Operators and allocators should track three vectors through Q2. First, whether Gulf retail foot traffic stabilizes by mid-May, when Ramadan travel typically rebounds; early April data suggests no recovery yet. Second, inventory positioning at European flagships — if Gulf tourists do not return by June, markdown pressure will appear in August earnings calls. Third, watch Chinese consumer response; if Gulf nationals redirect luxury spending to Hong Kong or Singapore, those markets may see 8-12% upticks in May sales data, partially offsetting European declines. Credit Suisse estimates that a prolonged conflict could shave €1.4 billion from combined annual revenue if Gulf demand remains suppressed through Q3.

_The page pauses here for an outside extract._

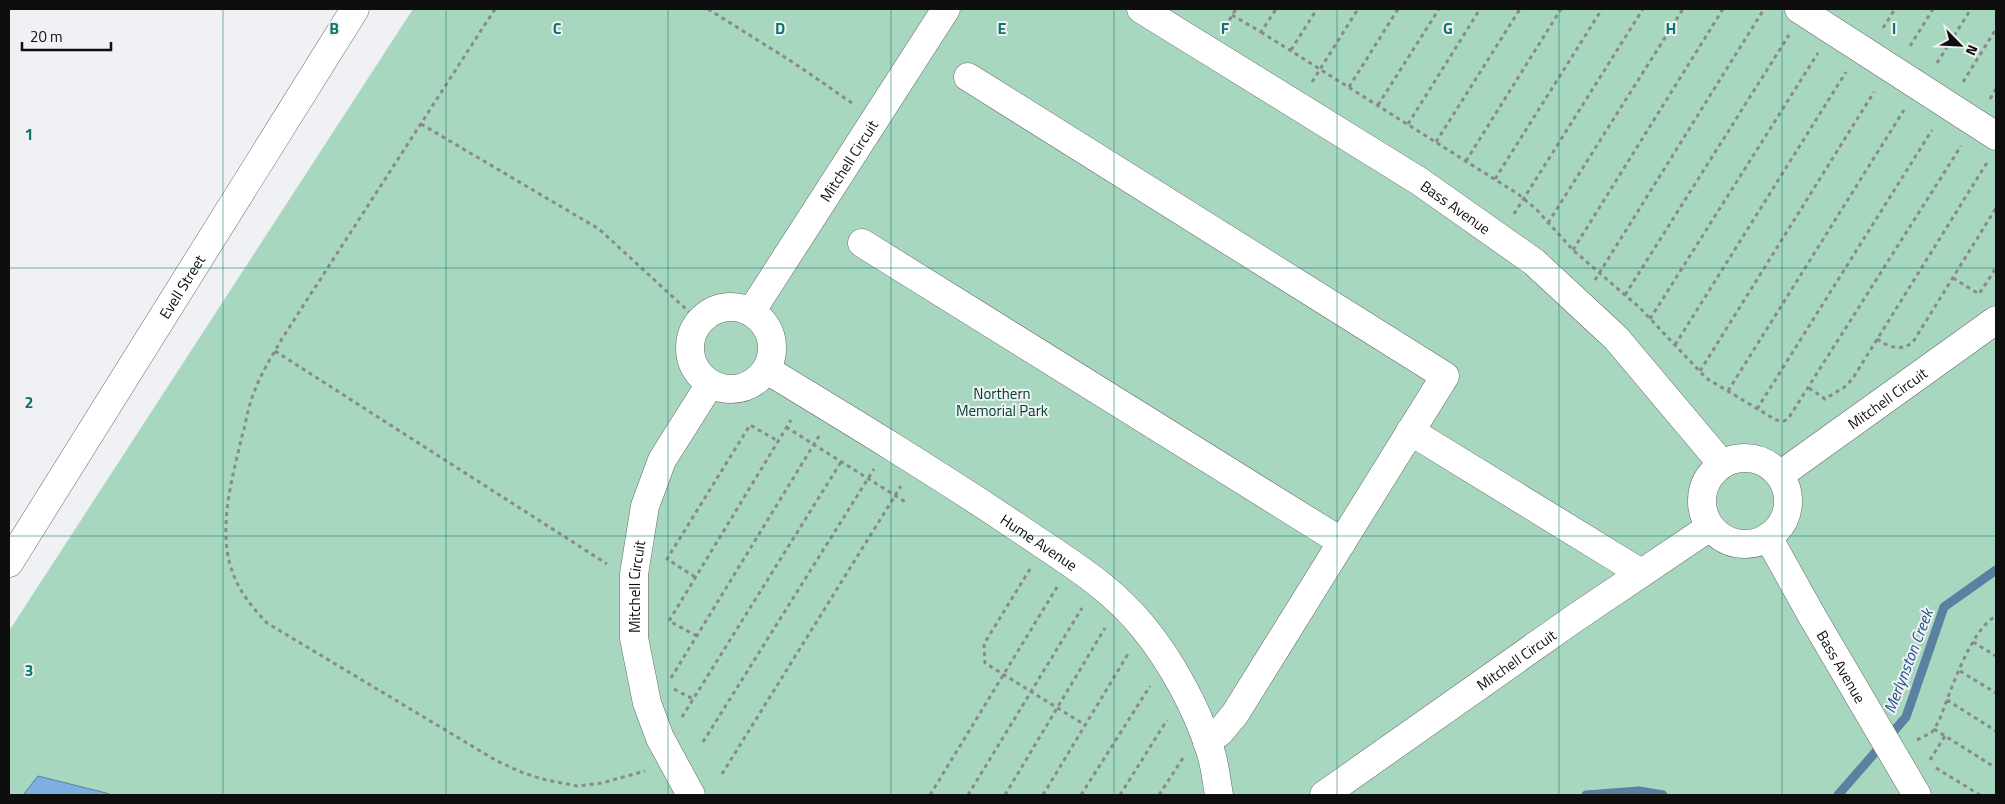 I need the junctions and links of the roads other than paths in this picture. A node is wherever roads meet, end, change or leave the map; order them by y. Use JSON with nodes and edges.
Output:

Hermès closed down 6.8% in Paris trading, Kering fell 7.2%, and LVMH dropped 5.4%, erasing €18.3 billion in combined market value. The sector had priced in China risk and US tariff exposure, but not a simultaneous freeze in the Gulf, which contributed 19% of European luxury revenue in 2025. The next earnings tell will be Richemont on May 16, whose Cartier and Van Cleef & Arpels lines derive 24% of sales from Middle Eastern buyers.
The takeaway
Three houses missed Q1 targets by a combined **$2.1B** as Iran conflict cut Gulf foot traffic **18-22%** and froze European tourism spending.